When Johnny arrives in Santa Carolina, he comes to the local bar, where a rowdy brawl soon begins. This is an everyday occurrence, as it is how Harry, the owner of the bar, makes a living by making a few hundred a day from damage. Johnny befriends a cowboy named Billy upon entering, and, while watching the dancers, completely falls in love with one named Diana. Billy laughs at him and warns him that "the heart of Miss [Diana] Little is locked tighter than Fort Knox". When Johnny stands up and asks the crowd if anyone has a white sheet, it is but Diana who is in possession of one. What happens next shocks everyone including Diana. Johnny, in all his gentlemanly ways, comes up to Diana, and respectfully kisses her hand. To a girl used to nothing like that, Diana is so pleasantly appalled that she adds that she has two white sheets, and both of them belong to Johnny.

It all goes downhill from there. When Johnny shows his movie on the white sheet, with the gentlemen who take ladies for walks and tip their hats and say "please" and "thank you", the unruly cowboys begin to change their ways. The only two who do not benefit from this are Harry, who has lost significant profit, and the local pastor, who wants Diana to love him. The latter is in a much worse position, for since Johnny had begun doting on Diana, being the first man in her life to bring her flowers or treat her like a lady in any way, she had completely fallen in love with him and said that her heart will always belong to him.

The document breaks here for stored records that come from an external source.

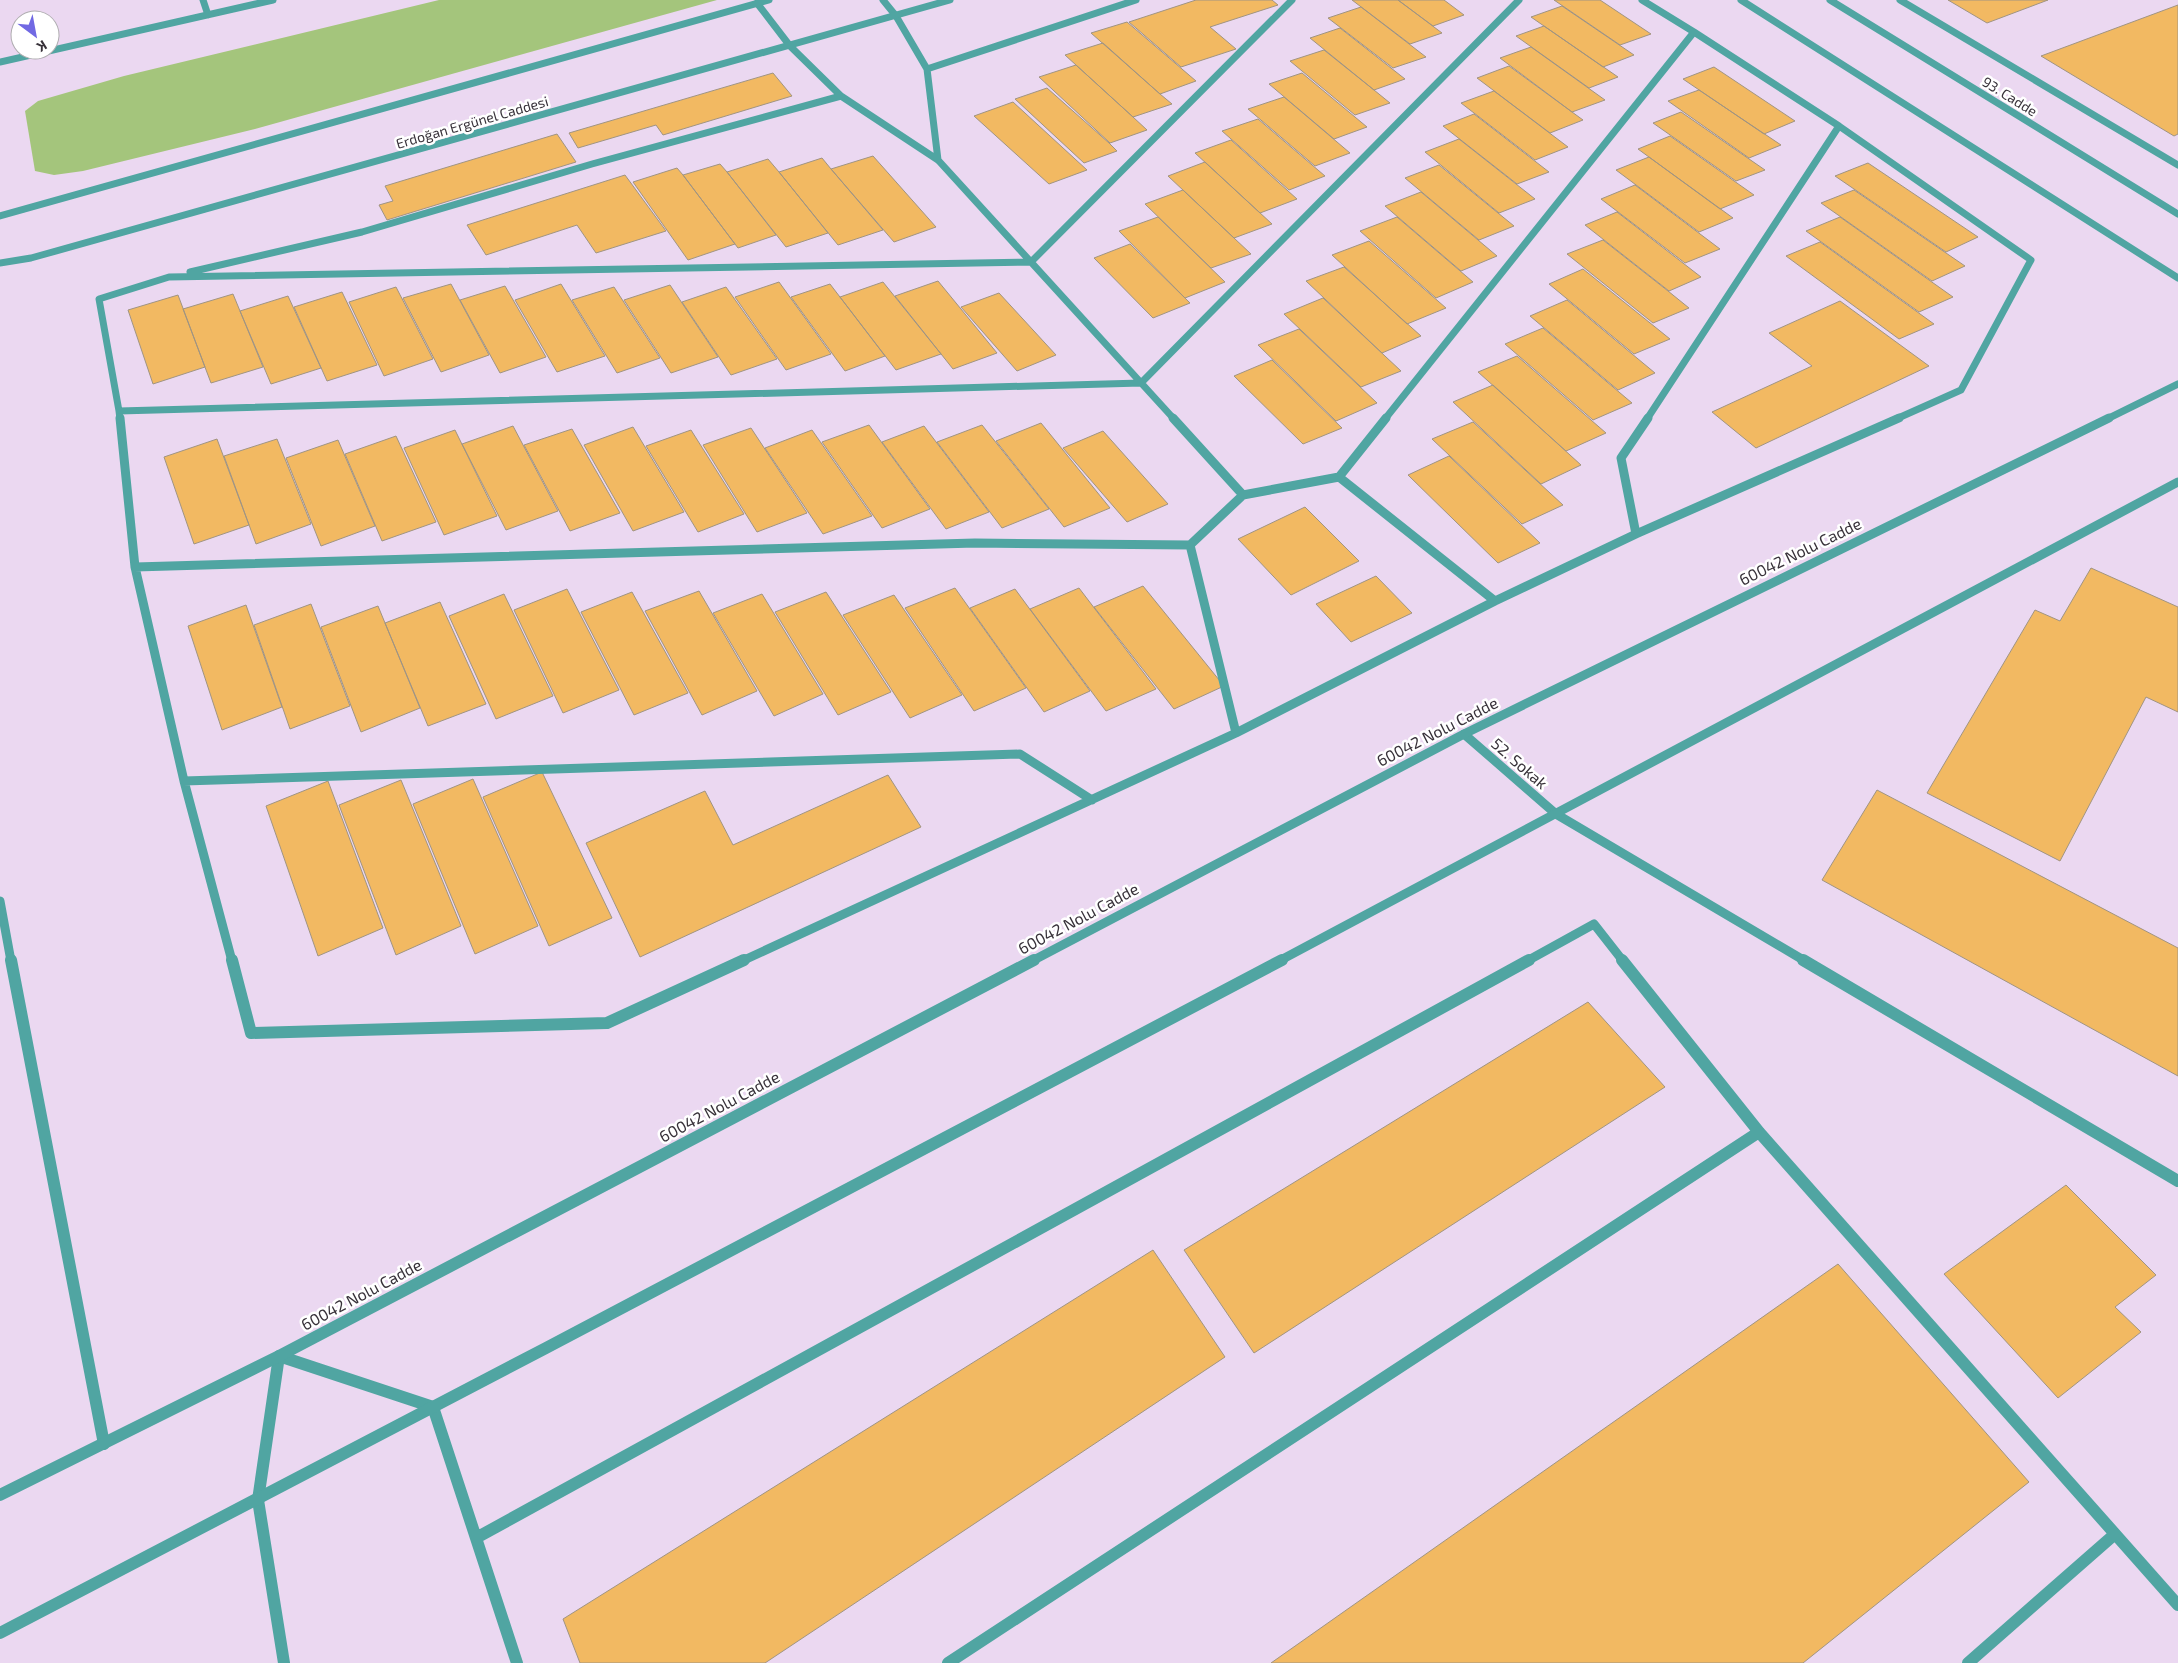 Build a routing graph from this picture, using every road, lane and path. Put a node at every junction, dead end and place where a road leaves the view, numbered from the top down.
1 (203, 0) edge
2 (273, 0) edge
3 (769, 0) edge
4 (883, 0) edge
5 (950, 0) edge
6 (1136, 0) edge
7 (1292, 0) edge
8 (1519, 0) edge
9 (1642, 0) edge
10 (1741, 0) edge
11 (1830, 0) edge
12 (1900, 0) edge
13 (757, 3) junction
14 (208, 15) junction
15 (896, 16) junction
16 (1694, 32) junction
17 (790, 46) junction
18 (0, 62) edge
19 (927, 69) junction
20 (841, 96) junction
21 (1839, 126) junction
22 (938, 160) junction
23 (2178, 165) edge
24 (0, 214) edge
25 (2178, 214) edge
26 (1031, 262) junction
27 (0, 263) edge
28 (169, 277) junction
29 (2178, 278) edge
30 (1141, 383) junction
31 (2178, 384) edge
32 (119, 411) junction
33 (1340, 476) junction
34 (2178, 482) edge
35 (1244, 495) junction
36 (1636, 534) junction
37 (1190, 545) junction
38 (135, 567) junction
39 (1495, 601) junction
40 (1236, 733) junction
41 (1464, 734) junction
42 (184, 781) junction
43 (1092, 800) junction
44 (1556, 814) junction
45 (0, 901) edge
46 (1759, 1132) junction
47 (2178, 1181) edge
48 (279, 1356) junction
49 (433, 1407) junction
50 (104, 1444) junction
51 (0, 1495) edge
52 (258, 1500) junction
53 (2115, 1534) junction
54 (476, 1538) junction
55 (2178, 1605) edge
56 (0, 1634) edge
57 (284, 1663) edge
58 (517, 1663) edge
59 (948, 1663) edge
60 (1968, 1663) edge

1 - 14 street
2 - 14 street
3 - 13 street
4 - 15 street
5 - 15 street, Erdoğan Ergünel Caddesi
6 - 19 street
7 - 26 street
8 - 30 street
9 - 16 street
10 - 29 street
11 - 25 street, 93. Cadde
12 - 23 street
13 - 17 street
13 - 24 street
14 - 18 street
15 - 17 street, Erdoğan Ergünel Caddesi
15 - 19 street
16 - 21 street
16 - 33 street
17 - 20 street
17 - 27 street, Erdoğan Ergünel Caddesi
19 - 22 street
20 - 22 street
20 - 28 street
21 - 36 street
21 - 36 street
22 - 26 street
26 - 28 street
26 - 30 street
28 - 32 street
30 - 32 street
30 - 35 street
31 - 41 street, 60042 Nolu Cadde
32 - 38 street
33 - 35 street
33 - 39 street
34 - 44 street
35 - 37 street
36 - 39 street
37 - 38 street
37 - 40 street
38 - 42 street
39 - 40 street
40 - 43 street
41 - 44 street, 52. Sokak
41 - 48 street, 60042 Nolu Cadde
42 - 43 street
42 - 43 street
44 - 47 street, 52. Sokak
44 - 49 street
45 - 50 street
46 - 53 street
46 - 54 street
46 - 59 street
48 - 49 street
48 - 50 street, 60042 Nolu Cadde
48 - 52 street
49 - 52 street
49 - 54 street
50 - 51 street, 60042 Nolu Cadde
52 - 56 street
52 - 57 street
53 - 55 street
53 - 60 street
54 - 58 street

Although Harry does everything he can, from burning the shed where the films are, to asking Black Jack to murder Johnny, to stealing the white sheet on which the movies were shown, it all seems to slide off the cinematographer's back, until he leaves to find a wedding gift for his beloved Diana. When he returns, he finds all the cowboys reverted to their old ways, due to the coming of Mr. Second, who is also a cinematographer, who shows the cowboys movies with violence (similar to what was later named "splatter film").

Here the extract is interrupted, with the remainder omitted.